Collect every line of the records below that contains the word "soft".

Dataset entries:
——————————

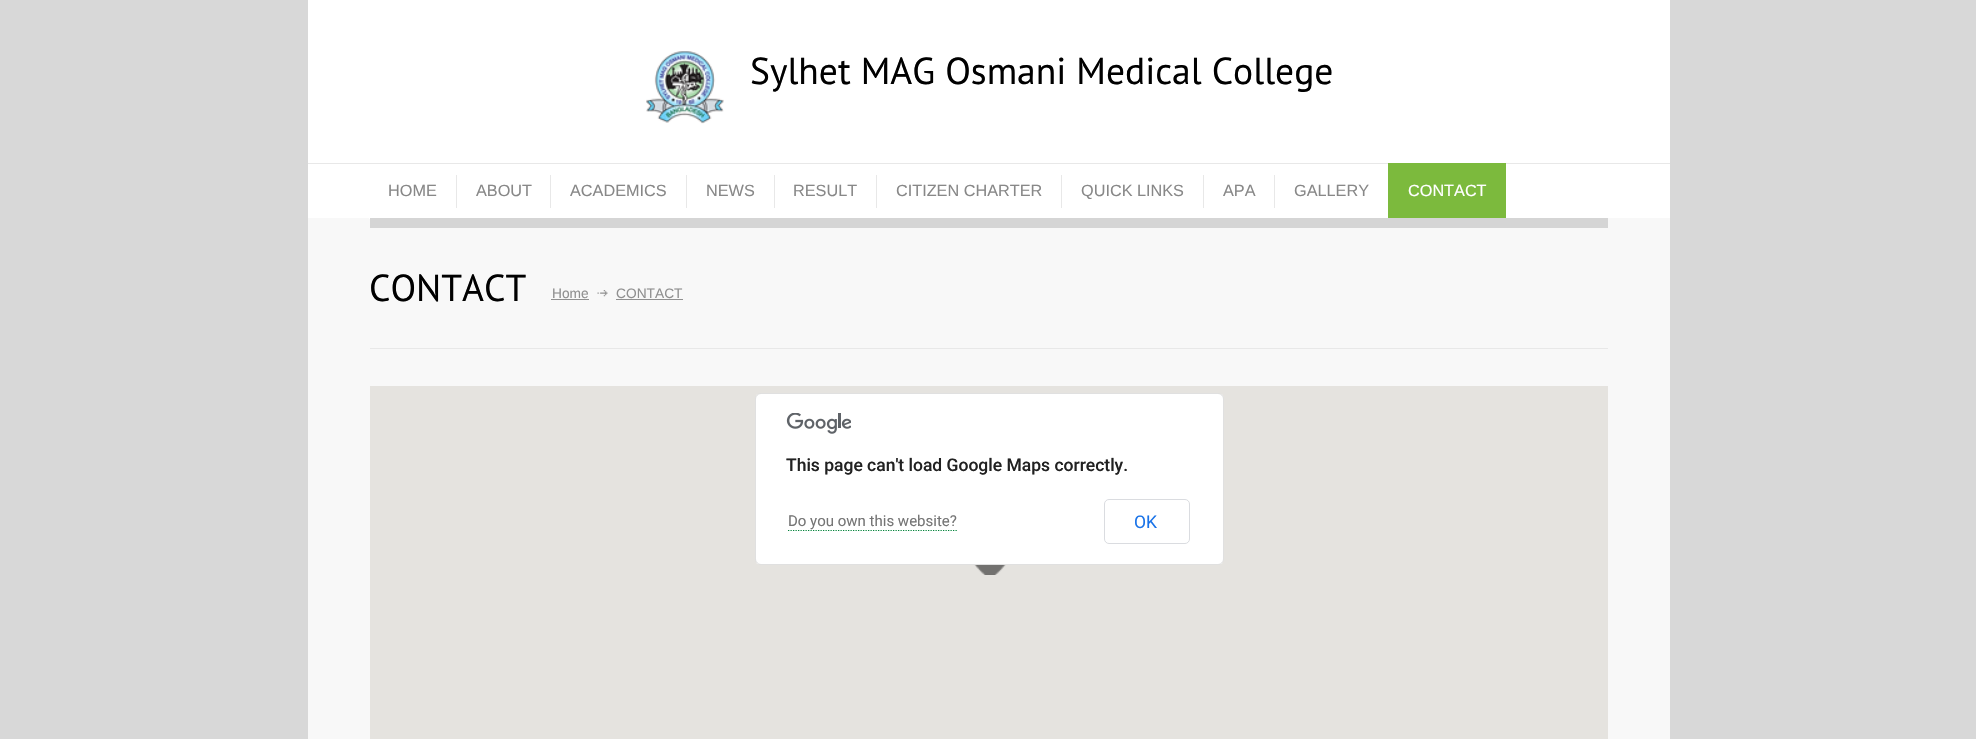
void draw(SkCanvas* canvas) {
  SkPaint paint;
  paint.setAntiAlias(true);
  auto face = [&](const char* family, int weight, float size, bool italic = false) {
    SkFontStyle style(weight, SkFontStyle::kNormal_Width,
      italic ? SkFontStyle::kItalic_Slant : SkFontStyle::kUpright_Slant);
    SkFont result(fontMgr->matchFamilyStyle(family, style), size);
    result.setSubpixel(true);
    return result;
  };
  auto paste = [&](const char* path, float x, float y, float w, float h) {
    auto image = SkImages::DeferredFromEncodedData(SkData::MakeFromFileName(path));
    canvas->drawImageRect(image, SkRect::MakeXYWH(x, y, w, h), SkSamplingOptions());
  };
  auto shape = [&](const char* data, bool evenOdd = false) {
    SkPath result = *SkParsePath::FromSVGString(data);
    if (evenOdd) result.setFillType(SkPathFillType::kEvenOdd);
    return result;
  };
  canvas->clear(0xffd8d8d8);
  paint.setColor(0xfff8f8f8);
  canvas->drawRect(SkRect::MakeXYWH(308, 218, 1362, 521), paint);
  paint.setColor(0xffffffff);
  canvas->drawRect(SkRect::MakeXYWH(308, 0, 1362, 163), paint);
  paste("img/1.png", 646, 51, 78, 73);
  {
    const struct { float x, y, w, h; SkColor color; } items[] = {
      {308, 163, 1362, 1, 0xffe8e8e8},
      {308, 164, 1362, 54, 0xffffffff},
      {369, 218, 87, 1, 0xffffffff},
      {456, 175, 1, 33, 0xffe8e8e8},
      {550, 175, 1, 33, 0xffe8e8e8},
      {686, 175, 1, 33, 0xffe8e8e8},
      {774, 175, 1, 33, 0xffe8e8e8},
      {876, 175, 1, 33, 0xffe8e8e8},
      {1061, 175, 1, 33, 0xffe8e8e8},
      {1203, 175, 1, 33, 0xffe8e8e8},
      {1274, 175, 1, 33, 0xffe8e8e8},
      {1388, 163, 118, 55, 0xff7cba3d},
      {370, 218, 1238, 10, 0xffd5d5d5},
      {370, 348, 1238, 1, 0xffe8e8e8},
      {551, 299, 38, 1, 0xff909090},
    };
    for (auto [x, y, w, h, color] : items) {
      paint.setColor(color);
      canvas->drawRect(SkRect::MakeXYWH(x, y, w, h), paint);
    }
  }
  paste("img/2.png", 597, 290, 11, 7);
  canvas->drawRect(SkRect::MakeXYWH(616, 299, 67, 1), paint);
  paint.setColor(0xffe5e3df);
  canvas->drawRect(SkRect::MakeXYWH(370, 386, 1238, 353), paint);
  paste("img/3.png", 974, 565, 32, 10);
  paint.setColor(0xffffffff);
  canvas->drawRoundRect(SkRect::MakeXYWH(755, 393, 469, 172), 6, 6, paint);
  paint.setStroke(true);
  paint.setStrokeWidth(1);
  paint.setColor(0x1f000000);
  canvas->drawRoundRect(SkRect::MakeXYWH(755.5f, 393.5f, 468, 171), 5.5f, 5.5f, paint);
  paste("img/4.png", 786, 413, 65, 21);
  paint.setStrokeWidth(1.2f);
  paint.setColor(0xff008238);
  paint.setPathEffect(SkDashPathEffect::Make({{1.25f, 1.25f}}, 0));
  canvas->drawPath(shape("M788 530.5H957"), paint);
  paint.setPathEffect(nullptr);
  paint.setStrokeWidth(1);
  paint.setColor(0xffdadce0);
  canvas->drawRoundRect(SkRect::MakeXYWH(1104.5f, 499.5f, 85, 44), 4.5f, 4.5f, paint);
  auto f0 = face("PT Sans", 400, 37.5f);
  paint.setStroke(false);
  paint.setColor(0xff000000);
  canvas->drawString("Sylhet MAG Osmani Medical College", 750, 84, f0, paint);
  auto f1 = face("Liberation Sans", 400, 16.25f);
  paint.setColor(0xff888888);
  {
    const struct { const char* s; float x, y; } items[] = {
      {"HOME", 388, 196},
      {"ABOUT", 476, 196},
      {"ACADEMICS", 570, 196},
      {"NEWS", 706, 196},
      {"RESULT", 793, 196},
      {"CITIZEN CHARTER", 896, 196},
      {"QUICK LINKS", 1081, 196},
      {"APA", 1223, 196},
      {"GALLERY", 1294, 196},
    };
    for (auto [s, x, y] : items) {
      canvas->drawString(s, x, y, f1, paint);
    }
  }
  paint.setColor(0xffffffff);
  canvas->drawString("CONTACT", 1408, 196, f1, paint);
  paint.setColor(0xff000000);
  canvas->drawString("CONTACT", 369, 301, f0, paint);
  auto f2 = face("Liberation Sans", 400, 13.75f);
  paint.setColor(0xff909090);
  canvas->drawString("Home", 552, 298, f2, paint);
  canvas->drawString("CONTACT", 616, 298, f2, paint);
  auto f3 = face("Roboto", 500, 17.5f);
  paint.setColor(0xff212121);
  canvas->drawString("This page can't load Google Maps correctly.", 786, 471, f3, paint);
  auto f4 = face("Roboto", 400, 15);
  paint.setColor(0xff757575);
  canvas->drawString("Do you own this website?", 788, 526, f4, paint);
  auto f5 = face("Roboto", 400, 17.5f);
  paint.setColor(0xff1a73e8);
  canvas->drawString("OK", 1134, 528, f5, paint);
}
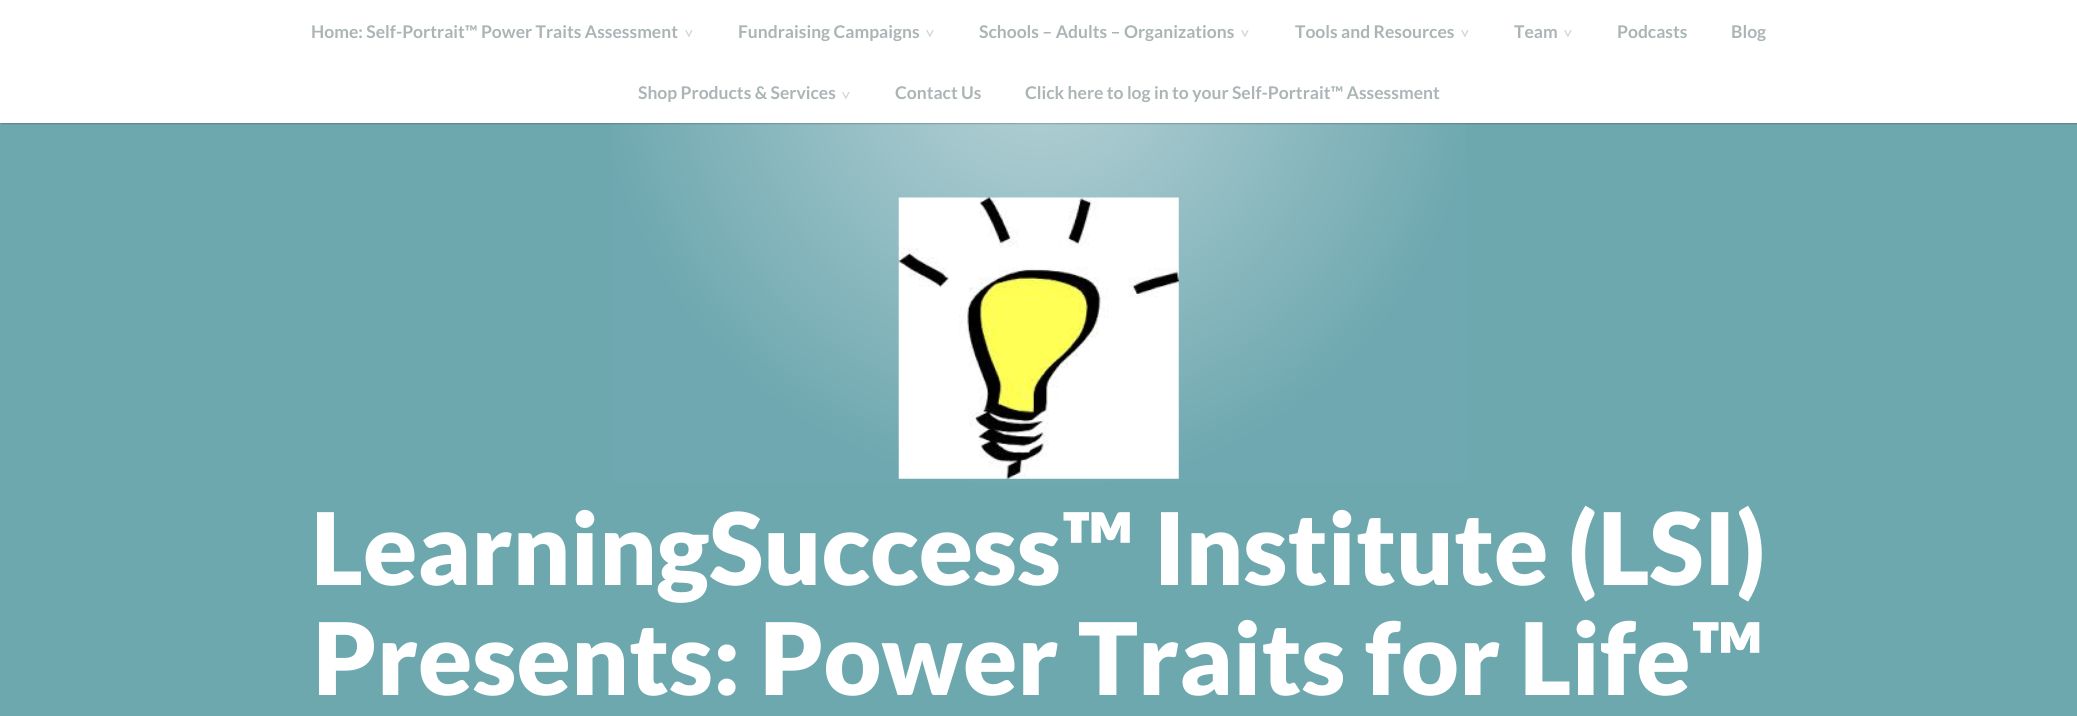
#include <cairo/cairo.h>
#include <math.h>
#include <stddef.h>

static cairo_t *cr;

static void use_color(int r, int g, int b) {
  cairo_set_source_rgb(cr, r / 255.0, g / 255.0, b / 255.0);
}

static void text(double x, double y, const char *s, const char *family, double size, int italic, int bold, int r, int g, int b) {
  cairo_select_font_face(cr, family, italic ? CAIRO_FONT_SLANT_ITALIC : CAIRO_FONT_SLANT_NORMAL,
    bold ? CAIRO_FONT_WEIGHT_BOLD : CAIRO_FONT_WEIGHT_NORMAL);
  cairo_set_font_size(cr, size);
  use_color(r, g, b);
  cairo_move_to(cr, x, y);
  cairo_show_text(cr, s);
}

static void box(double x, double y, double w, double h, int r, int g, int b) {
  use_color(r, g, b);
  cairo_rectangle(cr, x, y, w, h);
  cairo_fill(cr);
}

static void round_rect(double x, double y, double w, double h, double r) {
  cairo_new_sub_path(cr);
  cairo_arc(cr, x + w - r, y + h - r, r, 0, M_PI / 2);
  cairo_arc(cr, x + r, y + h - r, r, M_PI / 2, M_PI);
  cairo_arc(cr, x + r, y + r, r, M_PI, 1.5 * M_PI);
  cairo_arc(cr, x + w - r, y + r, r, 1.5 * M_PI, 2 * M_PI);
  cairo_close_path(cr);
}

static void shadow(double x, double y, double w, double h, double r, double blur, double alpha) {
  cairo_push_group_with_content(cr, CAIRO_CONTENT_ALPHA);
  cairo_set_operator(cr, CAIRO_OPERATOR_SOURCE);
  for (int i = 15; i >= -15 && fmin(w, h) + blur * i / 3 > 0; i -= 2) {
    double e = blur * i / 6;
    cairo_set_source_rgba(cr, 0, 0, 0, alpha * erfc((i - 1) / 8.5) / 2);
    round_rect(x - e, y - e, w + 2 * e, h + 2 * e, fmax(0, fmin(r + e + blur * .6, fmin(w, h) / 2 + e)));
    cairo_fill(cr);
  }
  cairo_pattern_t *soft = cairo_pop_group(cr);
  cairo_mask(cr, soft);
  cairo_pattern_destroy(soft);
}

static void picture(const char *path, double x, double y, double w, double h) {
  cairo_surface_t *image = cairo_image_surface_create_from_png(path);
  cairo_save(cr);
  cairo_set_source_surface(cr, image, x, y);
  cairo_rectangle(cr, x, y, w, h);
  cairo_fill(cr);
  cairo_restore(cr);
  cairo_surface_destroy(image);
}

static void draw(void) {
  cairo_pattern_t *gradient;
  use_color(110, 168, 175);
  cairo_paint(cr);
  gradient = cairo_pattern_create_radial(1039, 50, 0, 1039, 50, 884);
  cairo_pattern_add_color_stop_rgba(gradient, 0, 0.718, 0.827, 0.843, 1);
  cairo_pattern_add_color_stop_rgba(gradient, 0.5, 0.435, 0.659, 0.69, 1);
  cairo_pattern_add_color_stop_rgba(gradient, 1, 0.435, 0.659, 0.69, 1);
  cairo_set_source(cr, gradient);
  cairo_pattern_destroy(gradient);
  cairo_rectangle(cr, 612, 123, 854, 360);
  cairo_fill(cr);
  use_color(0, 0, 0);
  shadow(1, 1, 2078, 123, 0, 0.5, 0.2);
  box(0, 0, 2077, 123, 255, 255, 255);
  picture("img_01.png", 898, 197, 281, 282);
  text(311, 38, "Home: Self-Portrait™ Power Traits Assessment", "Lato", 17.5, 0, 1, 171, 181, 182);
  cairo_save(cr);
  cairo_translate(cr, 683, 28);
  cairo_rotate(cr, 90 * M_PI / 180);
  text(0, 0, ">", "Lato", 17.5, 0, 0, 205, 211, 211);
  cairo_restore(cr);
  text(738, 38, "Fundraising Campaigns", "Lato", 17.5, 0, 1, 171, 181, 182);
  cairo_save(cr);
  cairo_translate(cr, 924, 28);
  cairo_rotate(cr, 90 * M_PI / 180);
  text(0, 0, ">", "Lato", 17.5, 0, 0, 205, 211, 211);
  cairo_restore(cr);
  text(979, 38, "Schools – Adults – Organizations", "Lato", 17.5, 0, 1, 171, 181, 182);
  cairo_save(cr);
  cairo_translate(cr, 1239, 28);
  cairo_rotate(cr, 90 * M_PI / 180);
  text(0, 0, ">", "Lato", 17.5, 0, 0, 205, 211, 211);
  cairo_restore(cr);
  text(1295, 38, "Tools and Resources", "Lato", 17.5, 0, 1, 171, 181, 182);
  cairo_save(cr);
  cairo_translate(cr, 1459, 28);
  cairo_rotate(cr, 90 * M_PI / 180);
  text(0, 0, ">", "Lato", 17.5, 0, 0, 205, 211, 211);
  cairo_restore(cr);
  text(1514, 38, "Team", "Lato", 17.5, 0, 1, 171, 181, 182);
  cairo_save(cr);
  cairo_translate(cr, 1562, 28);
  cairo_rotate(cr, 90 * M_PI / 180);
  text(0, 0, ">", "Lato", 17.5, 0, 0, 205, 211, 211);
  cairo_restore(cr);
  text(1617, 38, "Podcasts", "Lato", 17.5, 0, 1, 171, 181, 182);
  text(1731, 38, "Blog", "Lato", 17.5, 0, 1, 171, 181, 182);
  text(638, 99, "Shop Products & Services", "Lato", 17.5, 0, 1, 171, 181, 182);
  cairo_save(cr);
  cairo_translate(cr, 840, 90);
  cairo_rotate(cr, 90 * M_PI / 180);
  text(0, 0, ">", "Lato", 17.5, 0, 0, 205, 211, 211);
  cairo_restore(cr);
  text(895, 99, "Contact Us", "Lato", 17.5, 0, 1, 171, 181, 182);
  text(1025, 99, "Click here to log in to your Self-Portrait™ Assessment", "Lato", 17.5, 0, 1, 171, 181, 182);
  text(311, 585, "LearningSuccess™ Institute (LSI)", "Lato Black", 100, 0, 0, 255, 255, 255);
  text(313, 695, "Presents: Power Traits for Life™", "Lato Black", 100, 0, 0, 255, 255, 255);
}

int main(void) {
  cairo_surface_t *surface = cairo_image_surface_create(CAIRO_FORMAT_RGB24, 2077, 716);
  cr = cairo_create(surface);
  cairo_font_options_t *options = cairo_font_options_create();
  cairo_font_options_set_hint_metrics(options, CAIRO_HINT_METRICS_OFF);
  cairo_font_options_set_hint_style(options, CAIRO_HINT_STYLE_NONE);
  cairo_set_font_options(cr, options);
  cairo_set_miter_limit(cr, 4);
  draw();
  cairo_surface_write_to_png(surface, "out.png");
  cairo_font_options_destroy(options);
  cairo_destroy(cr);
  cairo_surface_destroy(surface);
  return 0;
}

——————————

* **Answer to this problem**
  cairo_pattern_t *soft = cairo_pop_group(cr);
  cairo_mask(cr, soft);
  cairo_pattern_destroy(soft);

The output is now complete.